■ What is being asked: All entries below must be output word for word, and the pictures left behind.

Records contained in a dataset
┄┄┄┄┄┄┄┄┄┄

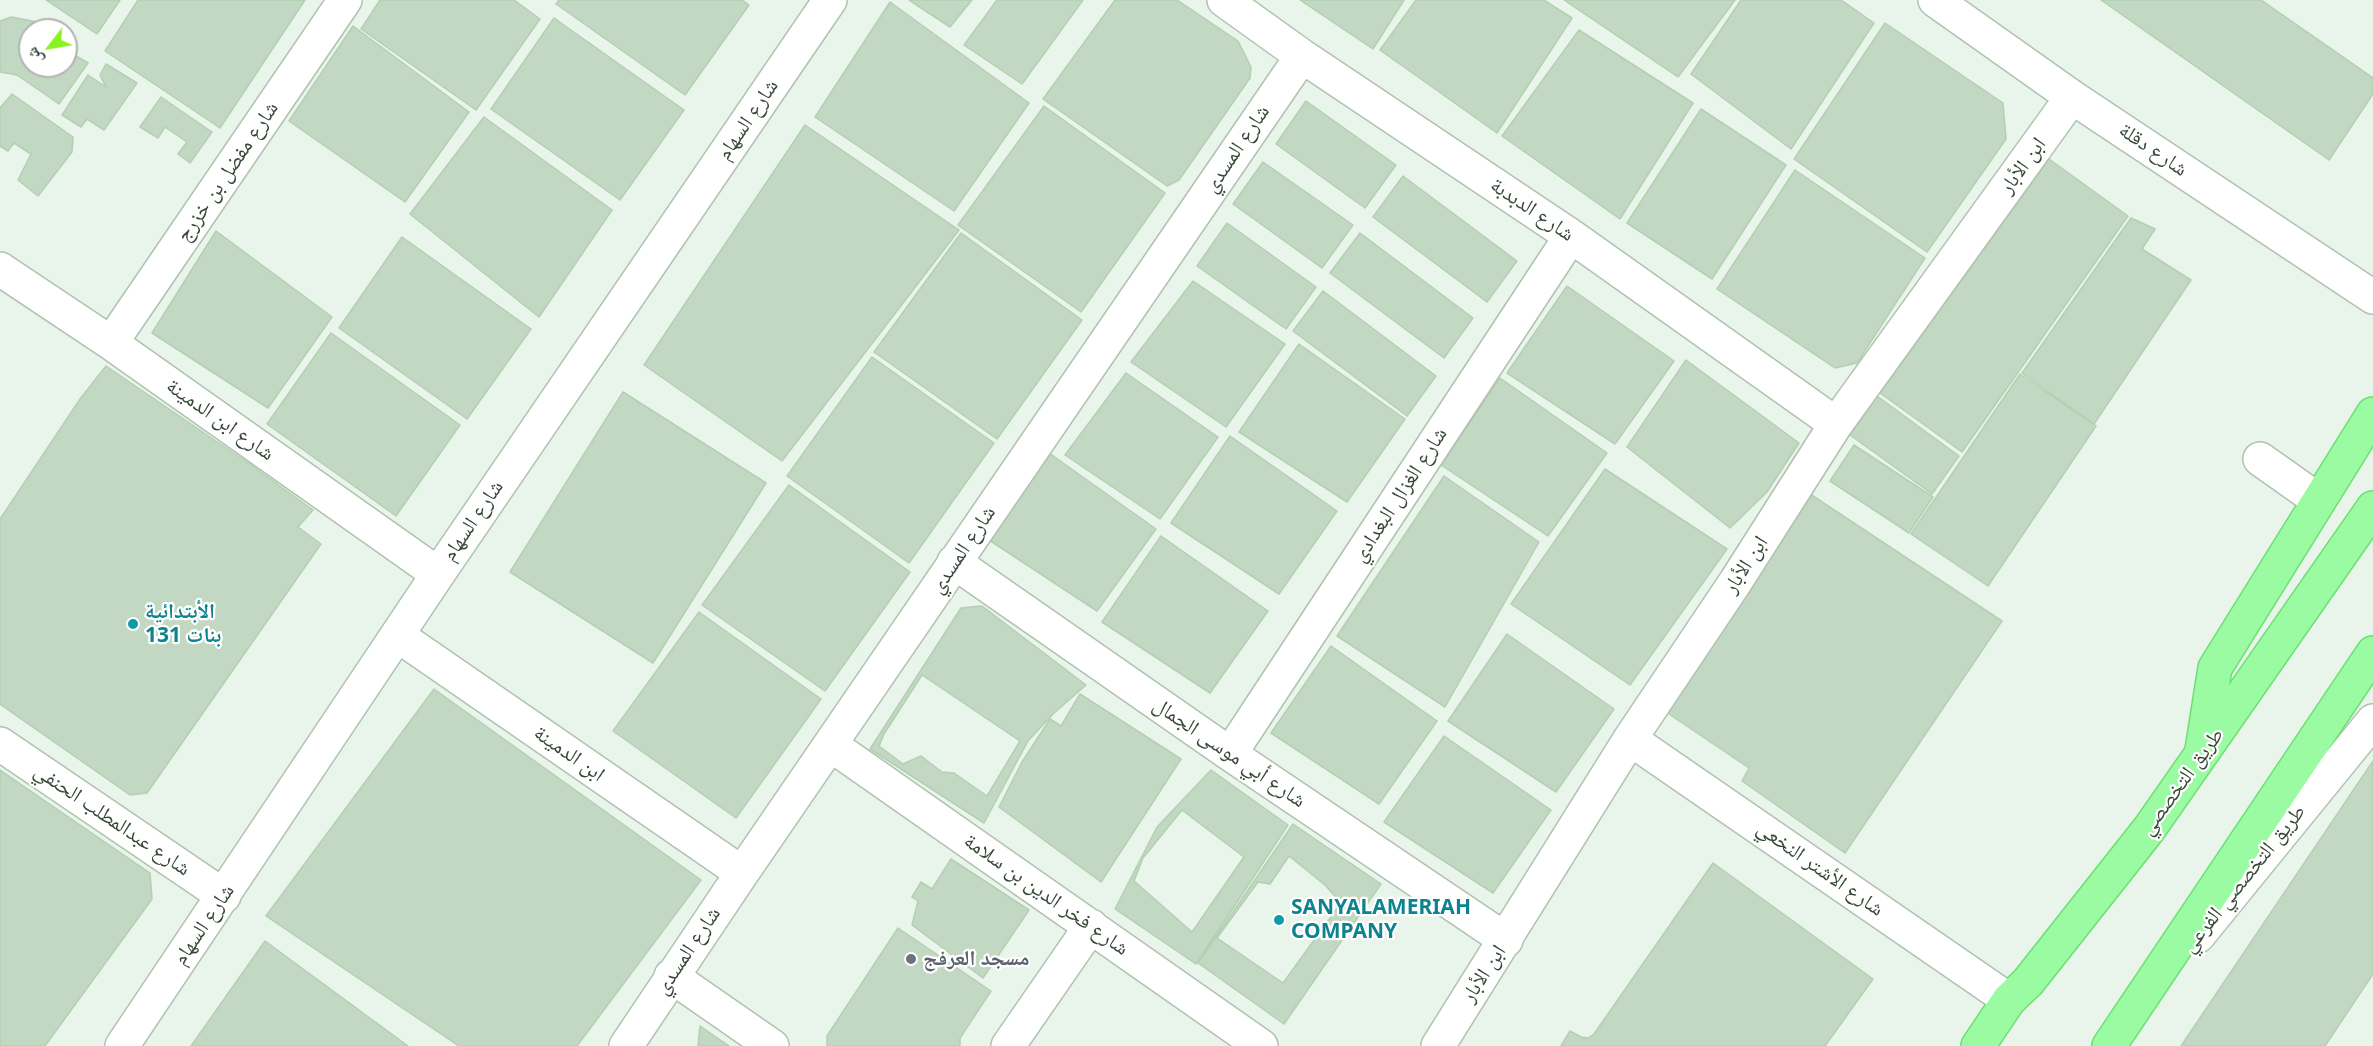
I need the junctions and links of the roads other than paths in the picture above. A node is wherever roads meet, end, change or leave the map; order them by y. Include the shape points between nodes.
1 (345, 0) edge
2 (1224, 0) edge
3 (1935, 0) edge
4 (821, 3) edge
5 (1302, 56) junction
6 (2073, 97) junction
7 (1571, 236) junction
8 (0, 269) edge
9 (2373, 297) edge
10 (111, 343) junction
11 (2373, 414) edge
12 (1836, 424) junction
13 (2259, 459) dead end
14 (2318, 500) junction
15 (2373, 508) edge
16 (954, 562) junction
17 (438, 574) junction
18 (397, 635) junction
19 (2373, 653) edge
20 (2373, 721) edge
21 (1630, 739) junction
22 (0, 744) edge
23 (831, 744) junction
24 (1230, 754) junction
25 (2201, 757) junction
26 (742, 873) junction
27 (224, 896) junction
28 (1091, 926) junction
29 (1506, 940) junction
30 (671, 976) junction
31 (2009, 1000) junction
32 (2112, 1041) edge
33 (122, 1046) edge
34 (626, 1046) edge
35 (772, 1046) edge
36 (1008, 1046) edge
37 (1261, 1046) edge
38 (1437, 1046) edge
39 (1978, 1046) edge

1 - 10 street, شارع مفضل بن خزرج
2 - 5 street, شارع الدبدبة
3 - 6 street, شارع دقلة
4 - 17 street, شارع السهام
5 - 7 street, شارع الدبدبة
5 - 16 street, شارع المسدي
6 - 9 street, شارع دقلة
6 - 12 street, ابن الأبار
7 - 12 street, شارع الدبدبة
7 - 24 street, شارع الغزال البغدادي
8 - 10 street, شارع ابن الدمينة
10 - 17 street, شارع ابن الدمينة
11 - 14 main road
12 - 21 street, ابن الأبار
13 - 14 street
14 - 25 main road via 2215,668
15 - 25 main road, طريق التخصصي
16 - 23 street, شارع المسدي
16 - 24 street, شارع أبي موسى الجمال
17 - 18 street, شارع السهام
18 - 26 street, ابن الدمينة
18 - 27 street, شارع السهام
19 - 32 main road
20 - 32 street, طريق التخصصي الفرعي
21 - 29 street, ابن الأبار
21 - 31 street, شارع الأشتر النخعي
22 - 27 street, شارع عبدالمطلب الحنفي
23 - 26 street, شارع المسدي
23 - 28 street, شارع فخر الدين بن سلامة
24 - 29 street, شارع أبي موسى الجمال
25 - 31 main road, طريق التخصصي via 2149,829
26 - 30 street, شارع المسدي
27 - 33 street, شارع السهام
28 - 36 street
28 - 37 street, شارع فخر الدين بن سلامة
29 - 38 street, ابن الأبار
30 - 34 street, شارع المسدي
30 - 35 street
31 - 39 main road, طريق التخصصي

┄┄┄┄┄┄┄┄┄┄

■ Solved problem:
I need the junctions and links of the roads other than paths in the picture above. A node is wherever roads meet, end, change or leave the map; order them by y. Include the shape points between nodes.
1 (345, 0) edge
2 (1224, 0) edge
3 (1935, 0) edge
4 (821, 3) edge
5 (1302, 56) junction
6 (2073, 97) junction
7 (1571, 236) junction
8 (0, 269) edge
9 (2373, 297) edge
10 (111, 343) junction
11 (2373, 414) edge
12 (1836, 424) junction
13 (2259, 459) dead end
14 (2318, 500) junction
15 (2373, 508) edge
16 (954, 562) junction
17 (438, 574) junction
18 (397, 635) junction
19 (2373, 653) edge
20 (2373, 721) edge
21 (1630, 739) junction
22 (0, 744) edge
23 (831, 744) junction
24 (1230, 754) junction
25 (2201, 757) junction
26 (742, 873) junction
27 (224, 896) junction
28 (1091, 926) junction
29 (1506, 940) junction
30 (671, 976) junction
31 (2009, 1000) junction
32 (2112, 1041) edge
33 (122, 1046) edge
34 (626, 1046) edge
35 (772, 1046) edge
36 (1008, 1046) edge
37 (1261, 1046) edge
38 (1437, 1046) edge
39 (1978, 1046) edge

1 - 10 street, شارع مفضل بن خزرج
2 - 5 street, شارع الدبدبة
3 - 6 street, شارع دقلة
4 - 17 street, شارع السهام
5 - 7 street, شارع الدبدبة
5 - 16 street, شارع المسدي
6 - 9 street, شارع دقلة
6 - 12 street, ابن الأبار
7 - 12 street, شارع الدبدبة
7 - 24 street, شارع الغزال البغدادي
8 - 10 street, شارع ابن الدمينة
10 - 17 street, شارع ابن الدمينة
11 - 14 main road
12 - 21 street, ابن الأبار
13 - 14 street
14 - 25 main road via 2215,668
15 - 25 main road, طريق التخصصي
16 - 23 street, شارع المسدي
16 - 24 street, شارع أبي موسى الجمال
17 - 18 street, شارع السهام
18 - 26 street, ابن الدمينة
18 - 27 street, شارع السهام
19 - 32 main road
20 - 32 street, طريق التخصصي الفرعي
21 - 29 street, ابن الأبار
21 - 31 street, شارع الأشتر النخعي
22 - 27 street, شارع عبدالمطلب الحنفي
23 - 26 street, شارع المسدي
23 - 28 street, شارع فخر الدين بن سلامة
24 - 29 street, شارع أبي موسى الجمال
25 - 31 main road, طريق التخصصي via 2149,829
26 - 30 street, شارع المسدي
27 - 33 street, شارع السهام
28 - 36 street
28 - 37 street, شارع فخر الدين بن سلامة
29 - 38 street, ابن الأبار
30 - 34 street, شارع المسدي
30 - 35 street
31 - 39 main road, طريق التخصصي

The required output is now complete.